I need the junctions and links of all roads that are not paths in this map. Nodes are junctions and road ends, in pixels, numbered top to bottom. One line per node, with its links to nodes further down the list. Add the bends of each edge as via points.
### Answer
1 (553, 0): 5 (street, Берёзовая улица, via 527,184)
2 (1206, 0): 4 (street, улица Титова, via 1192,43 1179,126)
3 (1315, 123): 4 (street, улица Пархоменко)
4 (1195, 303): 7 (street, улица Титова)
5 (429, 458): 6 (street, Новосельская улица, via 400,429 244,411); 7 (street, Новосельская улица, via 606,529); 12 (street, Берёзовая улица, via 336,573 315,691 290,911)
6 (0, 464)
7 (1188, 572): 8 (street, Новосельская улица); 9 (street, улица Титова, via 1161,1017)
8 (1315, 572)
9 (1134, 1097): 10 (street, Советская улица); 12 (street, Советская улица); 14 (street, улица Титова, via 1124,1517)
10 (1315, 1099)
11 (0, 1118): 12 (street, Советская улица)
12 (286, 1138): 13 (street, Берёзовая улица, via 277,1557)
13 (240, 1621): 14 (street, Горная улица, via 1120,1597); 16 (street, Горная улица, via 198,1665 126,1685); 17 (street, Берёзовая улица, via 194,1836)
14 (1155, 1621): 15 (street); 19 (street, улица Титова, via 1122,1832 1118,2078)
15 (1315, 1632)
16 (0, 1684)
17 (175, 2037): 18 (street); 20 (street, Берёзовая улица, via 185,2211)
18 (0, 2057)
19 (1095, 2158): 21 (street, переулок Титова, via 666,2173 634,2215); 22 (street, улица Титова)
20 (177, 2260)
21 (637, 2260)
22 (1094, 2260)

==================================================

[Problem description] Restate the records, all of them, precisely as written.

[Result of the exercise]
I need the junctions and links of all roads that are not paths in this map. Nodes are junctions and road ends, in pixels, numbered top to bottom. One line per node, with its links to nodes further down the list. Add the bends of each edge as via points.
### Answer
1 (553, 0): 5 (street, Берёзовая улица, via 527,184)
2 (1206, 0): 4 (street, улица Титова, via 1192,43 1179,126)
3 (1315, 123): 4 (street, улица Пархоменко)
4 (1195, 303): 7 (street, улица Титова)
5 (429, 458): 6 (street, Новосельская улица, via 400,429 244,411); 7 (street, Новосельская улица, via 606,529); 12 (street, Берёзовая улица, via 336,573 315,691 290,911)
6 (0, 464)
7 (1188, 572): 8 (street, Новосельская улица); 9 (street, улица Титова, via 1161,1017)
8 (1315, 572)
9 (1134, 1097): 10 (street, Советская улица); 12 (street, Советская улица); 14 (street, улица Титова, via 1124,1517)
10 (1315, 1099)
11 (0, 1118): 12 (street, Советская улица)
12 (286, 1138): 13 (street, Берёзовая улица, via 277,1557)
13 (240, 1621): 14 (street, Горная улица, via 1120,1597); 16 (street, Горная улица, via 198,1665 126,1685); 17 (street, Берёзовая улица, via 194,1836)
14 (1155, 1621): 15 (street); 19 (street, улица Титова, via 1122,1832 1118,2078)
15 (1315, 1632)
16 (0, 1684)
17 (175, 2037): 18 (street); 20 (street, Берёзовая улица, via 185,2211)
18 (0, 2057)
19 (1095, 2158): 21 (street, переулок Титова, via 666,2173 634,2215); 22 (street, улица Титова)
20 (177, 2260)
21 (637, 2260)
22 (1094, 2260)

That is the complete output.